(TASK INPUT)
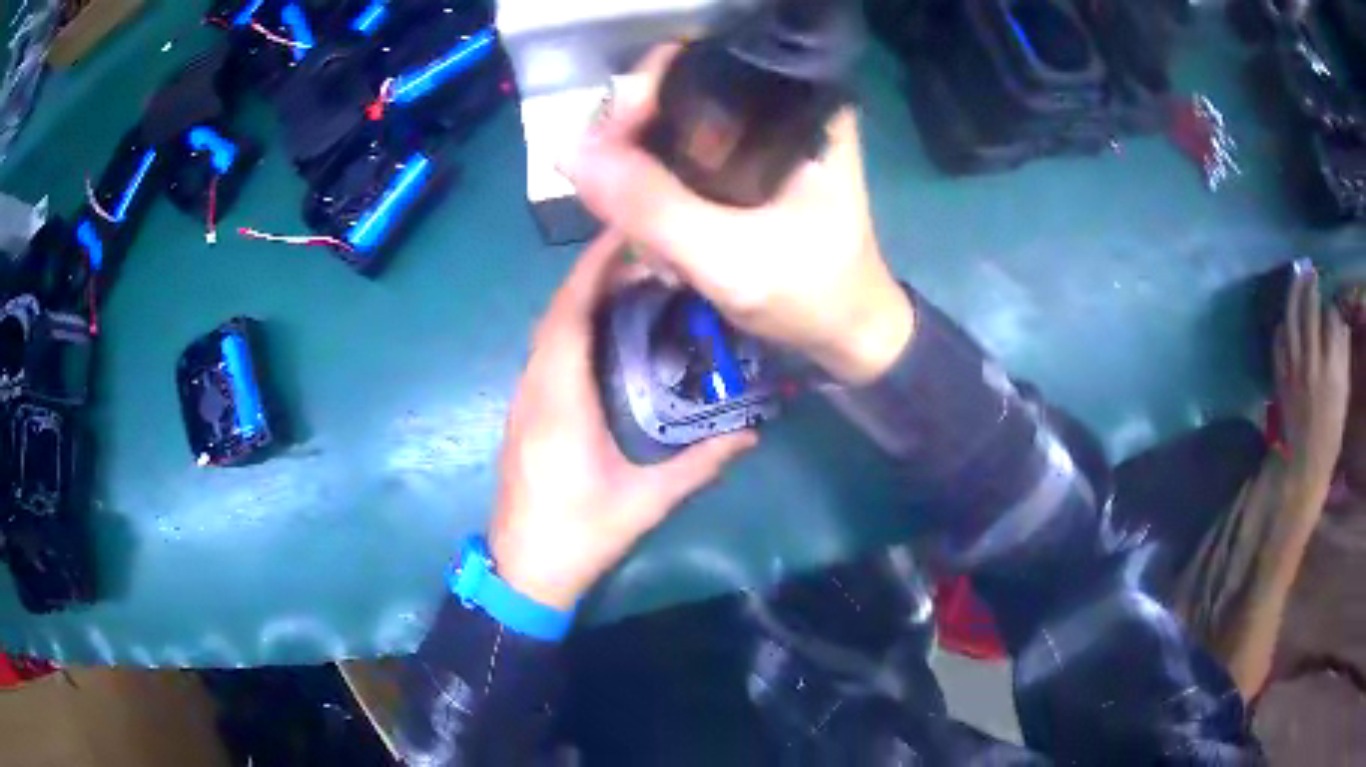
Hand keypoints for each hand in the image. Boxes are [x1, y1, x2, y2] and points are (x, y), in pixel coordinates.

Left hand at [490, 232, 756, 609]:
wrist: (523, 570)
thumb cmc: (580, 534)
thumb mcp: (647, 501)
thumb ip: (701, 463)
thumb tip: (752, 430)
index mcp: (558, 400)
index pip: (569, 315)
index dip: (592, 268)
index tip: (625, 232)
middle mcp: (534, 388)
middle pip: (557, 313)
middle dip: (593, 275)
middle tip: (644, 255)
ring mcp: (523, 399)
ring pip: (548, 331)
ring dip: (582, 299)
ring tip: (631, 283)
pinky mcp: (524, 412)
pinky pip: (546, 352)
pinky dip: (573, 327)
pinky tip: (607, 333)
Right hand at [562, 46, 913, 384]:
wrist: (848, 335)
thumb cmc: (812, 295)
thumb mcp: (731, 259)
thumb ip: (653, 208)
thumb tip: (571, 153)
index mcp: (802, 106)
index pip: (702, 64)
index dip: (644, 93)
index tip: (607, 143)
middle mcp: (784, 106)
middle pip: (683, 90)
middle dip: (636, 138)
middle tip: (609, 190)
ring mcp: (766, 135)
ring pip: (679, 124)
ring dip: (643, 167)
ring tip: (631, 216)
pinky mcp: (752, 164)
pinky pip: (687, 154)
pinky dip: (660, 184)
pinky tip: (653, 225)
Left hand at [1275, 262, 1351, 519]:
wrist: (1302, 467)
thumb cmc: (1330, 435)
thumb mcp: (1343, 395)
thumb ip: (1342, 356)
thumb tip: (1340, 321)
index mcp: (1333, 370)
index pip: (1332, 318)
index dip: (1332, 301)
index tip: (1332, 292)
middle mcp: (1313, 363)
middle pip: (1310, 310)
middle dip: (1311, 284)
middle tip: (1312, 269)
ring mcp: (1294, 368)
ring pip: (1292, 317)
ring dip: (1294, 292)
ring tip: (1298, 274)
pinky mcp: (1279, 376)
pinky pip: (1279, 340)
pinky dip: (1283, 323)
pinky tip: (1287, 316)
(End TASK INPUT)
(TASK INPUT)
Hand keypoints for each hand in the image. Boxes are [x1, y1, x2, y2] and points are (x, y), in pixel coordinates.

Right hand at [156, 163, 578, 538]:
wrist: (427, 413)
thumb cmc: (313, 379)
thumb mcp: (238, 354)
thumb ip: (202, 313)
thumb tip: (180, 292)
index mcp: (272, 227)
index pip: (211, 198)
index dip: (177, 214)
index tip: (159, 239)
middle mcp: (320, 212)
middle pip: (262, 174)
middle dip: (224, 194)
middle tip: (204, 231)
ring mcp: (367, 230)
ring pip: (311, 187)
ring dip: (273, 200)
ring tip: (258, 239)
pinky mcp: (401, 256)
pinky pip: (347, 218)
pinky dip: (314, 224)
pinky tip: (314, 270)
(End TASK INPUT)
(TASK INPUT)
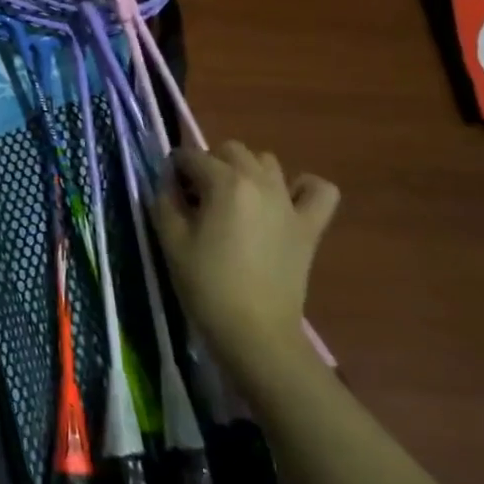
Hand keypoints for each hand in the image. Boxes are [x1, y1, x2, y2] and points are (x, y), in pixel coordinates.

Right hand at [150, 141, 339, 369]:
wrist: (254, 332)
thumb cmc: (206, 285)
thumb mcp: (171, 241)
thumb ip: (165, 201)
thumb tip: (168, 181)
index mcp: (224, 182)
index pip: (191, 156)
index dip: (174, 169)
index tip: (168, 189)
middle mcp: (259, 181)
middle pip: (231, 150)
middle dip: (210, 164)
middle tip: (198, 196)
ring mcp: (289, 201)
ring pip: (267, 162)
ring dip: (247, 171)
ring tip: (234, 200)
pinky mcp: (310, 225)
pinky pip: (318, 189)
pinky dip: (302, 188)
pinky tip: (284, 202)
(End TASK INPUT)
## YOUR TASK:
Select every line of the records holding the string "hand".

## EXERCISE SOLUTION:
Hand keypoints for each hand in the image. Boxes are [x1, y1, x2, y2] and points are (x, y), in pixel coordinates.
Left hand at [490, 232, 756, 609]:
Right hand at [562, 46, 913, 384]:
Left hand at [1275, 262, 1351, 519]:
Hand keypoints for each hand in the image. Boxes are [x1, y1, x2, y2] and points are (x, y), in pixel coordinates.
Right hand at [156, 163, 578, 538]:
Hand keypoints for each hand in the image. Boxes are [x1, y1, x2, y2] and points are (x, y), in pixel coordinates.
Right hand at [150, 141, 339, 369]:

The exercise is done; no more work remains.